作者姓名:高海龙  谢勇  马吉祥  张波
作者单位:华中科技大学 人工智能与自动化学院,武汉 430074;上海幸宜信息科技有限公司,上海 200439
基金项目:国家自然科学基金项目(71771096);国家自然科学基金创新群体项目(71821001).
摘    要:研究多行程多交货期的成品油配送优化问题,已知油库使用带运输时间窗的多舱车辆配送各加油站的多个订单, 每个加油站具有各自的优先级,且加油站的各个订单带有交货期.综合考虑客户优先级、订单交货期和车辆运输时间窗等因素,以配送收益最大化为目标,建立多行程多交货期的成品油配送优化模型,并设计带交货期移除算子的改进变邻域搜索算法进行求解.基于前向插入启发式算法构造初始解,设计基于订单交货期的邻域扰动算子和基于单位时间收益最大化的贪婪策略,以增强算法的局部寻优能力,并提出基于逆序访问的后期优化策略,从而在保证解的质量情况下加快算法收敛速度.通过不同规模下的仿真实验验证了所提出模型和算法在最大化配送收益的同时,能够有效地提高配送及时性.

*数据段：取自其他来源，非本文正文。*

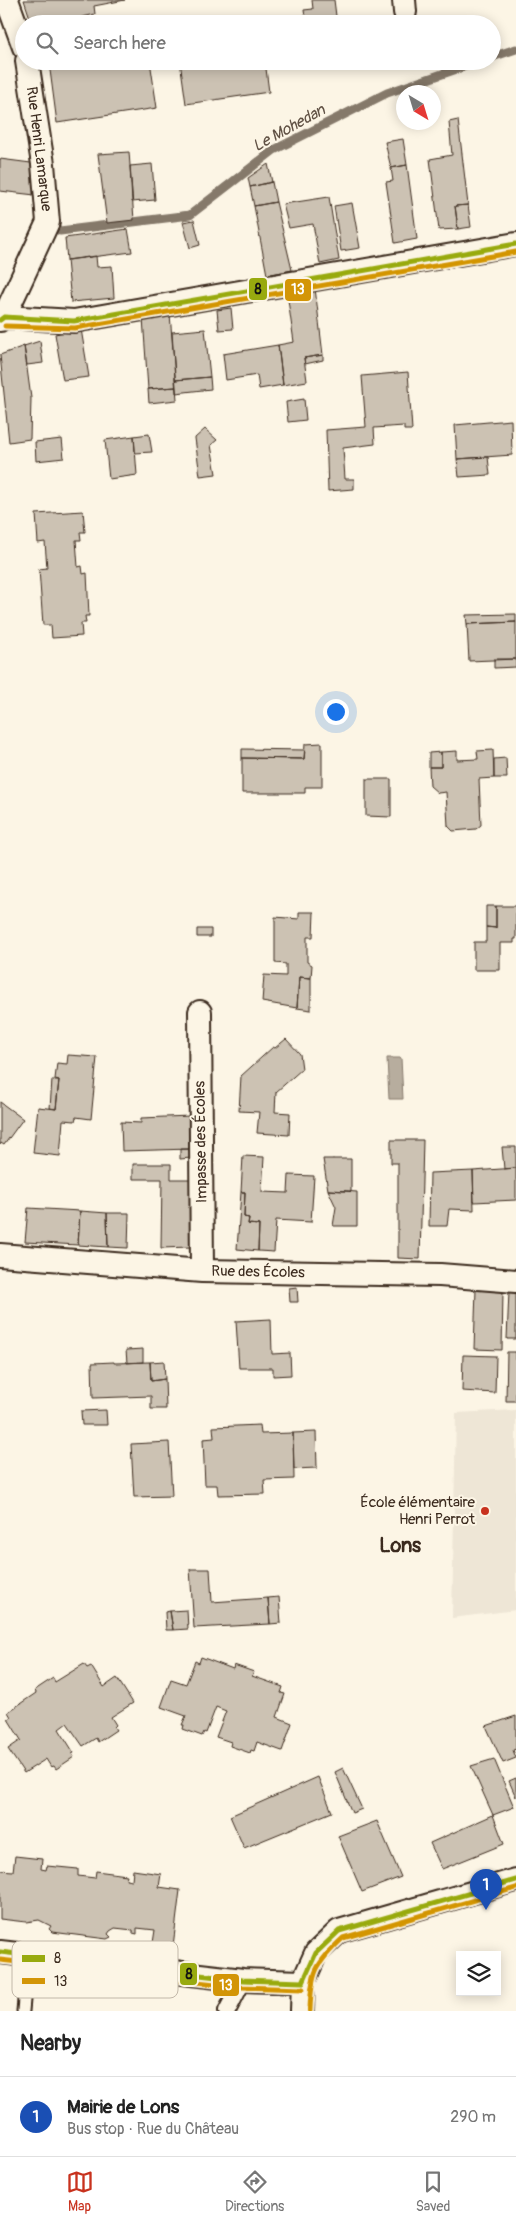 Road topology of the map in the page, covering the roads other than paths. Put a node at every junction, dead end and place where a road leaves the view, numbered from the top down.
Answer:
1 (7, 0) edge
2 (15, 22) edge
3 (29, 70) edge
4 (516, 244) edge
5 (2, 318) edge
6 (200, 1012) dead end
7 (0, 1256) edge
8 (202, 1272) junction
9 (516, 1281) edge
10 (516, 1880) edge
11 (178, 1973) edge
12 (243, 1980) junction
13 (303, 1982) junction
14 (24, 1998) edge
15 (23, 2011) edge
16 (227, 2011) edge
17 (302, 2011) edge

1 - 2 street
3 - 5 street, Rue Henri Lamarque
4 - 5 street
6 - 8 street, Impasse des Écoles
7 - 8 street, Rue des Écoles
8 - 9 street, Rue des Écoles
10 - 13 street
11 - 12 street
12 - 13 street
12 - 16 street
13 - 17 street
14 - 15 lane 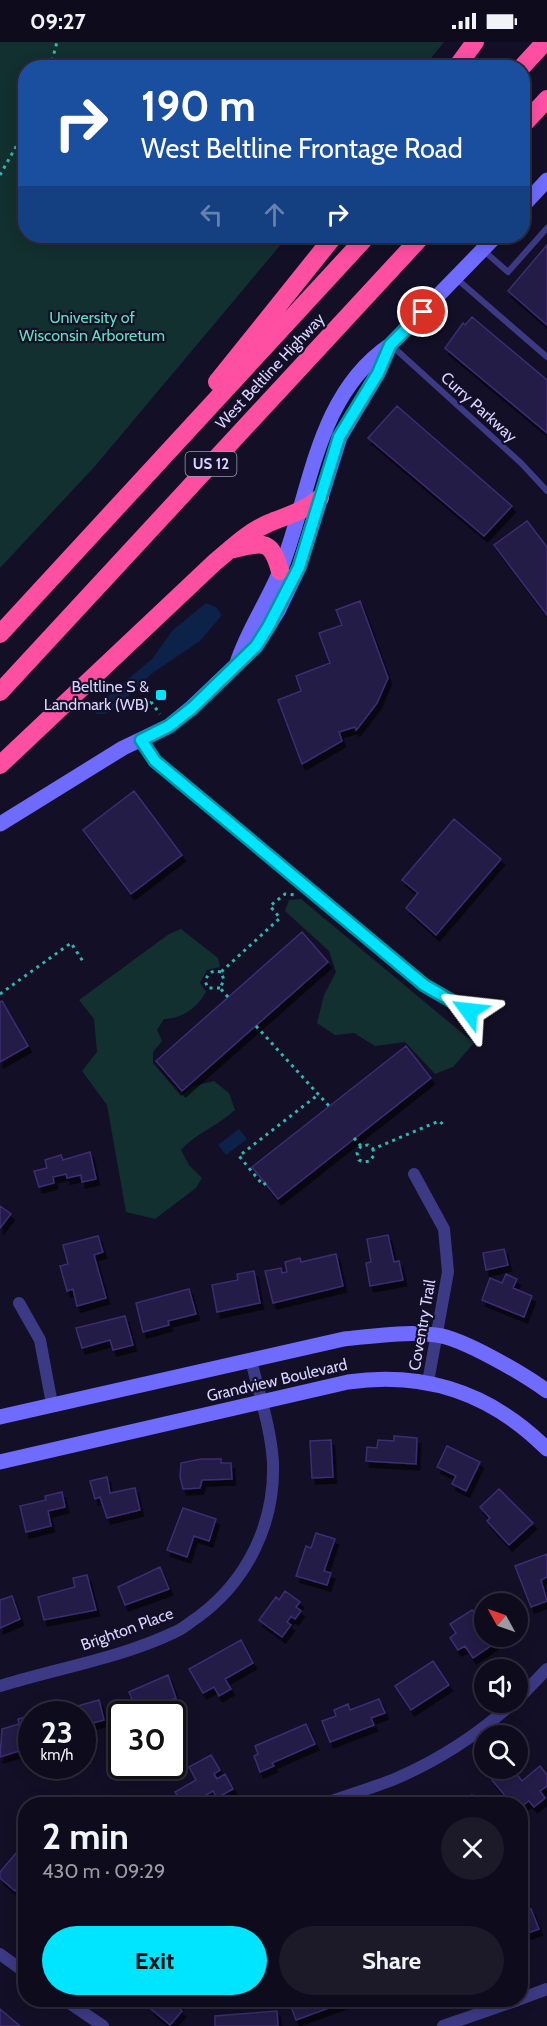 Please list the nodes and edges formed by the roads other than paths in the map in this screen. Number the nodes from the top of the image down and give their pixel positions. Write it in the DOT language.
graph roads {
  1 [pos="475,42"];
  2 [pos="545,42"];
  3 [pos="462,60"];
  4 [pos="528,60"];
  5 [pos="547,99"];
  6 [pos="530,117"];
  7 [pos="547,180"];
  8 [pos="530,198"];
  9 [pos="547,228"];
  10 [pos="328,243"];
  11 [pos="361,243"];
  12 [pos="416,243"];
  13 [pos="490,243"];
  14 [pos="483,250"];
  15 [pos="457,278"];
  16 [pos="390,345"];
  17 [pos="547,357"];
  18 [pos="547,491"];
  19 [pos="320,498"];
  20 [pos="120,503"];
  21 [pos="298,514"];
  22 [pos="230,550"];
  23 [pos="280,571"];
  24 [pos="0,634"];
  25 [pos="237,663"];
  26 [pos="0,692"];
  27 [pos="141,740"];
  28 [pos="0,765"];
  29 [pos="0,824"];
  30 [pos="469,1011"];
  31 [pos="414,1174"];
  32 [pos="19,1303"];
  33 [pos="438,1335"];
  34 [pos="251,1360"];
  35 [pos="428,1382"];
  36 [pos="547,1391"];
  37 [pos="261,1402"];
  38 [pos="52,1404"];
  39 [pos="0,1417"];
  40 [pos="547,1449"];
  41 [pos="0,1462"];
  42 [pos="547,1669"];
  43 [pos="0,1686"];
  44 [pos="528,1689"];
  45 [pos="501,1713"];
  46 [pos="343,1797"];
  47 [pos="0,1954"];
  48 [pos="18,1967"];
  49 [pos="547,1989"];
  50 [pos="528,1996"];
  51 [pos="85,2007"];
  52 [pos="496,2007"];
  53 [pos="103,2026"];
  54 [pos="443,2026"];
  1 -- 3 [label="highway"];
  2 -- 4 [label="highway"];
  5 -- 6 [label="highway"];
  7 -- 8 [label="street"];
  9 -- 14 [label="lane"];
  10 -- 20 [label="highway"];
  11 -- 20 [label="highway, West Beltline Highway / US 12"];
  12 -- 26 [label="highway, West Beltline Highway / US 12"];
  13 -- 14 [label="street"];
  14 -- 15 [label="street"];
  15 -- 16 [label="street"];
  15 -- 17 [label="lane"];
  16 -- 18 [label="lane, Curry Parkway"];
  16 -- 19 [label="street"];
  16 -- 21 [label="street"];
  19 -- 21 [label="highway"];
  19 -- 25 [label="street"];
  20 -- 24 [label="highway, West Beltline Highway / US 12"];
  21 -- 22 [label="highway"];
  21 -- 23 [label="street"];
  22 -- 23 [label="highway"];
  22 -- 28 [label="highway"];
  23 -- 25 [label="street"];
  25 -- 27 [label="street"];
  27 -- 29 [label="street"];
  27 -- 30 [label="street"];
  31 -- 33 [label="street, Coventry Trail"];
  32 -- 38 [label="street"];
  33 -- 34 [label="street, Grandview Boulevard"];
  33 -- 35 [label="street, Coventry Trail"];
  33 -- 36 [label="street, Grandview Boulevard"];
  34 -- 37 [label="street, Brighton Place"];
  34 -- 38 [label="street, Grandview Boulevard"];
  35 -- 37 [label="street, Grandview Boulevard"];
  35 -- 40 [label="street, Grandview Boulevard"];
  37 -- 41 [label="street, Grandview Boulevard"];
  37 -- 43 [label="street, Brighton Place"];
  38 -- 39 [label="street, Grandview Boulevard"];
  42 -- 44 [label="street"];
  45 -- 46 [label="street"];
  47 -- 48 [label="street"];
  49 -- 50 [label="street"];
  51 -- 53 [label="street"];
  52 -- 54 [label="street"];
}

关 键 词:多行程  订单交货期  运输时间窗  客户优先级  成品油配送  变邻域搜索算法

Optimization of refined oil distribution with multiple trips and multiple due time
GAO Hai-long,XIE Yong,MA Ji-xiang,ZHANG Bo.Optimization of refined oil distribution with multiple trips and multiple due time[J].Control and Decision,2022,37(10):2714-2722.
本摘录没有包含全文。